Mauro Bolognini (1922-2001)

El toscano Mauro Bolognini siempre permaneció fiel a su línea estilística, traducida en títulos tan relevantes como La noche brava (La notte brava, 1959), El bello Antonio (Il bell’Antonio, 1960), La viaccia (1961), Metello (1970), Líbera, amore mio! (1973) y Los herederos (L’eredità Ferramonti, 1976), una de sus obras más logradas. A lo largo de su carrera el realizador ofrece una visión personalísima a partir de disímiles fuentes literarias de autores (Pasolini, Moravia, Brancati, Pratesi, Svevo, Gautier…) que le posibilitan exponer crisis espirituales con una probada capacidad de estudio de los caracteres, rasgos fundamentales de este autor. Sus estudios de arquitectura antes de ingresar en el Centro Sperimentale di Cinematografia de Roma se advierten en el preciosismo de sus películas, muy en especial en La verdadera historia de la dama de las camelias (La storia vera della signora della camelia, 1980), vigésima segunda adaptación fílmica sobre el mítico personaje de corta y sórdida existencia. Como casi todas las suyas, esta es una película acabada, hermosísima en el orden visual, de exquisiteces formales, ante todo en lo tocante a la esmerada recreación epocal.
Tales virtudes son extensivas a su labor en la televisión, iniciada con La cartuja de Parma (La certosa di Parma, 1982), inspirada en el clásico de Stendhal. Solo las dimensiones de una miniserie (en seis capítulos de cincuenta minutos) le permitió reproducir las aventuras, venturas y desventuras de un héroe romántico por excelencia, en una coproducción de Radiotelevisione Italiana, ITF, France 3, Tele München Fernseh Produktionsgesellschaft (TMG) y Zweites Deutsches Fernsehen (ZDF). Respetuoso en extremo de la letra y el espíritu, narra en todos sus pormenores la historia de Fabrizio del Dongo (Andrea Occhipinti) durante la época de dominio napoleónico en Italia. Su tía, la fascinante duquesa de Sanseverina (Marthe Keller), y su amante, el conde Mosca (Gian Maria Volonté), urden planes para impulsar la carrera de su adorado sobrino en la corte de Parma. Sin embargo, Fabrizio es arrestado por homicidio y su vida se verá siempre amenazada, aunque precisamente durante su cautiverio conocerá al gran amor de su vida. Georges Wilson, Lucía Bosé, Laura Betti y Ottavia Piccolo figuraron en el prestigioso reparto. Bolognini recurrió al muy reconocido escenógrafo Mario Chiari para la exigente selección de locaciones y la ambientación.

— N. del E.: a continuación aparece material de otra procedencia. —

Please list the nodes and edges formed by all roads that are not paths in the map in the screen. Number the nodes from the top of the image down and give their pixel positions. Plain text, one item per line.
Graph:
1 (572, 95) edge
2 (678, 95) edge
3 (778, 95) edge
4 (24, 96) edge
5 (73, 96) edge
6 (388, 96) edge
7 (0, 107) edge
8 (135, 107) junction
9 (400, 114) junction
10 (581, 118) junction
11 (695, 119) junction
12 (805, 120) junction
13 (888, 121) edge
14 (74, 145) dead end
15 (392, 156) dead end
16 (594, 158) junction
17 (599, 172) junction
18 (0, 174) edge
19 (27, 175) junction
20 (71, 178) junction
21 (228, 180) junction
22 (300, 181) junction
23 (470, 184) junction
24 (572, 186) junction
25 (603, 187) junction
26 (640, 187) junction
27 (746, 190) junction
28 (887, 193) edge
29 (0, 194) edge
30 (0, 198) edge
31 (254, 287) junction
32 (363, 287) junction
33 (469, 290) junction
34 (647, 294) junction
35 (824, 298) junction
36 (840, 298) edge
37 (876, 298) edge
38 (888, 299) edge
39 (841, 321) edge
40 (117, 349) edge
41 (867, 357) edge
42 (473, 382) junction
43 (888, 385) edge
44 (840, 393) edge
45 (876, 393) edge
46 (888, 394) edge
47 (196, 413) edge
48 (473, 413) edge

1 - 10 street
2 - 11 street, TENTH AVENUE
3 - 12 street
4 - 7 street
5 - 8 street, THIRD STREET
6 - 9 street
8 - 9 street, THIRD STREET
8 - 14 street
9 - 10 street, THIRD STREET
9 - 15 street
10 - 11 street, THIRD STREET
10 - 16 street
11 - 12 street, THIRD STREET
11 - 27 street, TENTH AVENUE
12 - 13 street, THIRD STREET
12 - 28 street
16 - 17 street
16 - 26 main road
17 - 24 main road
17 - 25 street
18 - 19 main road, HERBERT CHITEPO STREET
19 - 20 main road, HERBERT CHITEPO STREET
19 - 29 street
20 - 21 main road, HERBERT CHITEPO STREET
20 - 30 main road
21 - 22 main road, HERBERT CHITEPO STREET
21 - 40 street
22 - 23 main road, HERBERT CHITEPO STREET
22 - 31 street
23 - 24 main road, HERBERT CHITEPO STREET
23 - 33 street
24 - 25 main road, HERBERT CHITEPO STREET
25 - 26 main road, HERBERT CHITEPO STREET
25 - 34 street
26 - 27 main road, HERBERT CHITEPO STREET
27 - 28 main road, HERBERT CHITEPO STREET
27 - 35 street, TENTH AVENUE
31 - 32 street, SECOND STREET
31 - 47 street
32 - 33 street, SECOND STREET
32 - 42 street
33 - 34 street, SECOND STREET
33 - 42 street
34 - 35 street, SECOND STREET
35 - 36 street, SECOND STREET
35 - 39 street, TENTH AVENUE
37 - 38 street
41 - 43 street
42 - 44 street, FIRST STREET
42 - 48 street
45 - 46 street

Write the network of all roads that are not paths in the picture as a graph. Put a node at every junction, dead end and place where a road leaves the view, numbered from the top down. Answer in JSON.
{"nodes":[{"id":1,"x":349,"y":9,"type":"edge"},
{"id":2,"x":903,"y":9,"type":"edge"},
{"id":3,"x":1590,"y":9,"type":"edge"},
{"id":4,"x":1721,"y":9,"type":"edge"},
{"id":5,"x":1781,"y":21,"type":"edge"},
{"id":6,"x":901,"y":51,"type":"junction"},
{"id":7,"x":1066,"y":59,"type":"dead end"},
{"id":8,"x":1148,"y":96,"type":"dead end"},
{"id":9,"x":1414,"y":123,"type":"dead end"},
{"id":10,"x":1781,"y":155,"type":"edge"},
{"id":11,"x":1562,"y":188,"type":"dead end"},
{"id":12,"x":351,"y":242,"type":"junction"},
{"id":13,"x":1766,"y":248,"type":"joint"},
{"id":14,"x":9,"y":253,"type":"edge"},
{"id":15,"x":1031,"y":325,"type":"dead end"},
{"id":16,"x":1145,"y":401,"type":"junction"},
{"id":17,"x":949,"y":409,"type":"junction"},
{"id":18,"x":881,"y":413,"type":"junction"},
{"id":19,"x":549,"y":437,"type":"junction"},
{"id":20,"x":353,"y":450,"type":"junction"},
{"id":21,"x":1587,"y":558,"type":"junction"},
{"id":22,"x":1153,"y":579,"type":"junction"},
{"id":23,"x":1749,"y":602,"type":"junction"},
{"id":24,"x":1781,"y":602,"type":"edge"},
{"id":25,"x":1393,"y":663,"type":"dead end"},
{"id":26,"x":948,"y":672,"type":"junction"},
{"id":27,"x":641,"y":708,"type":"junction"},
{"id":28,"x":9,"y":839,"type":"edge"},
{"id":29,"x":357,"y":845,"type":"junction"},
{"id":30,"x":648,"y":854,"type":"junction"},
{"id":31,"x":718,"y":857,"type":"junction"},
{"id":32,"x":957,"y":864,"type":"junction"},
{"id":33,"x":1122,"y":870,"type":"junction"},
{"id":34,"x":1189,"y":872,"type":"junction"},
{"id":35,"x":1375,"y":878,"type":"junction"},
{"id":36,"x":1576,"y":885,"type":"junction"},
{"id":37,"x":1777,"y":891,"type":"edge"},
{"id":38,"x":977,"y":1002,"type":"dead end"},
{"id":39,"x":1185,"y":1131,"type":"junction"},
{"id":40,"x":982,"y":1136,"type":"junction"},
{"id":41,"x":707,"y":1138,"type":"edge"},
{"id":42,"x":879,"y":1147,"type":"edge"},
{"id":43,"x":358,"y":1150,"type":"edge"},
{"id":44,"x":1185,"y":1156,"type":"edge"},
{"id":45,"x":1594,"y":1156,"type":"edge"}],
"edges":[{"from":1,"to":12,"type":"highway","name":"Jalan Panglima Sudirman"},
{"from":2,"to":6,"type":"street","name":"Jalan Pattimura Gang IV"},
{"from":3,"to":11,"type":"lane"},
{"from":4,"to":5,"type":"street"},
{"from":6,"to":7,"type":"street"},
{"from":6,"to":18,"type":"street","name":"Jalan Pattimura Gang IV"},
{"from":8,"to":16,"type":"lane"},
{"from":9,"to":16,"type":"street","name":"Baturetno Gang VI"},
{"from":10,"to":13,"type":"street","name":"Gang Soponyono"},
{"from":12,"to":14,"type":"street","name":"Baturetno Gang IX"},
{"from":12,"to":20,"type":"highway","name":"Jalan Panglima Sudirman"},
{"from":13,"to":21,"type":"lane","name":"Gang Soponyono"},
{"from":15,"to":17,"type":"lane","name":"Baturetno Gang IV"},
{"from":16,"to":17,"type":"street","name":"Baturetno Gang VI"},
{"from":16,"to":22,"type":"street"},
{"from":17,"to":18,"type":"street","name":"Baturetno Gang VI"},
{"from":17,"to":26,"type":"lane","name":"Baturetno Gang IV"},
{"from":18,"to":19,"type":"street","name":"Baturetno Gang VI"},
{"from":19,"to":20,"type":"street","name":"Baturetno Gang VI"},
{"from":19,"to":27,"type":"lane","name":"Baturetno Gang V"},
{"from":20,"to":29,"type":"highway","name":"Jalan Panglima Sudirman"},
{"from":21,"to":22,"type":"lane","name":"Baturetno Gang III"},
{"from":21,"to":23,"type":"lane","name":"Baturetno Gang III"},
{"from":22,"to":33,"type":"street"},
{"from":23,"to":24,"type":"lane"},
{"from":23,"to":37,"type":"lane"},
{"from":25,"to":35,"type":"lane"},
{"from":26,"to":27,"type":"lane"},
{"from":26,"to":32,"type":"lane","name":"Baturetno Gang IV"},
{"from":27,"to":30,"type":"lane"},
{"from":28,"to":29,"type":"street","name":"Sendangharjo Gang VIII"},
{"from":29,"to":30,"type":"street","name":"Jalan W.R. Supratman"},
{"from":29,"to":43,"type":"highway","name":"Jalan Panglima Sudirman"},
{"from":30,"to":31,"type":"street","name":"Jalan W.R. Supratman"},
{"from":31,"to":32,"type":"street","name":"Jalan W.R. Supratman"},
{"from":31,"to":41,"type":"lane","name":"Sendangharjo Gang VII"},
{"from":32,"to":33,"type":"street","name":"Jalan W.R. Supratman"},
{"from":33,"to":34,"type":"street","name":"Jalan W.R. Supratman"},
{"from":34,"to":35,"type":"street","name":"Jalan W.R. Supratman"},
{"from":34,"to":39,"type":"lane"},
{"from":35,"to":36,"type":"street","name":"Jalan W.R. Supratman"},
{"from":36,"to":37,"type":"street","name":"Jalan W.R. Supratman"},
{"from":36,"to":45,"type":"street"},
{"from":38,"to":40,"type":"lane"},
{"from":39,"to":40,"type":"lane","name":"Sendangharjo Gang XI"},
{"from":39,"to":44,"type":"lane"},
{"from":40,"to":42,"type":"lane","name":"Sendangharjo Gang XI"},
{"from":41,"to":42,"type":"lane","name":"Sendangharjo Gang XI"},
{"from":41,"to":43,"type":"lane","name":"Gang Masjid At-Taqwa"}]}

Seis años más tarde —tras rodar La veneciana y Adiós, Moscú—, Bolognini vuelve a acudir a la pequeña pantalla para aportar su propia versión de Los indiferentes (Gli indifferenti), novela homónima de Alberto Moravia, con la complicidad de dos profesionales de la talla del fotógrafo Ennio Guarnieri y el compositor Ennio Morricone. La historia de dos hermanos, Carla y Michele, pertenecientes a una familia arruinada de la burguesía romana e incapaces de afrontar la situación (ella se deja seducir por un hombre rico, amante de su madre), fue objeto de una estimable adaptación por Francesco Maselli en 1964. Laura Antonelli, Peter Fonda, Chris Campion, Liv Ullman y Sophie Ward asumieron los caracteres originalmente interpretados por una jovencísima Claudia Cardinale, el cubano Tomás Milián y los norteamericanos Rod Steiger, Shelley Winters y Paulette Goddard.
Culmina la filmografía de Bolognini la miniserie en cuatro capítulos La familia Ricordi (La famiglia Ricordi, 1995), recreación de la figura de Giovanni Ricordi, violinista italiano del siglo XIX y fundador de la compañía de impresión musical Casa Ricordi. Por allí desfilaron los más consagrados compositores, libretistas e intérpretes, algunos cuando aún eran aprendices: Francesco Maria Piave, Gioachino Rossini, Arrigo Boito, Gaetano Donizetti, Giuseppe Verdi, Giacomo Puccini, Vincenzo Bellini y Arturo Toscanini. El presupuesto disponible para una obra de esta magnitud, a tono con las precedentes de un creador como este, posibilitó poder contar en el reparto con Agostina Belli, Ángela Molina, Kim Rossi Stuart, Lino Capolicchio, Alain Cuny, Alessandro Gassman, Domiziana Giordano y Laura Morante, entre muchos otros.
Federico Fellini (1920-1993)
Para el más volcánico, paradójico y laureado de los directores italianos posteriores al neorrealismo, el cine se parecía mucho al circo. Y esta afirmación revela explícitamente un estilo tan suyo. Esa dimensión poética y subjetiva, en unión de un inconmensurable derroche de imaginación y sentido del espectáculo, no tardaron en conformar la etimología del vocablo «felliniano». La crítica y el público de todo el mundo aplaudieron el universo personalísimo del cineasta de Rímini, una suerte de rey Midas cinematográfico dotado de poderes ilimitados. Su obra es una genuina caja de Pandora de la cual surge una fantasía copiosa y una gran preocupación intelectual que no impidieron que sus filmes fueran grandes éxitos de taquilla.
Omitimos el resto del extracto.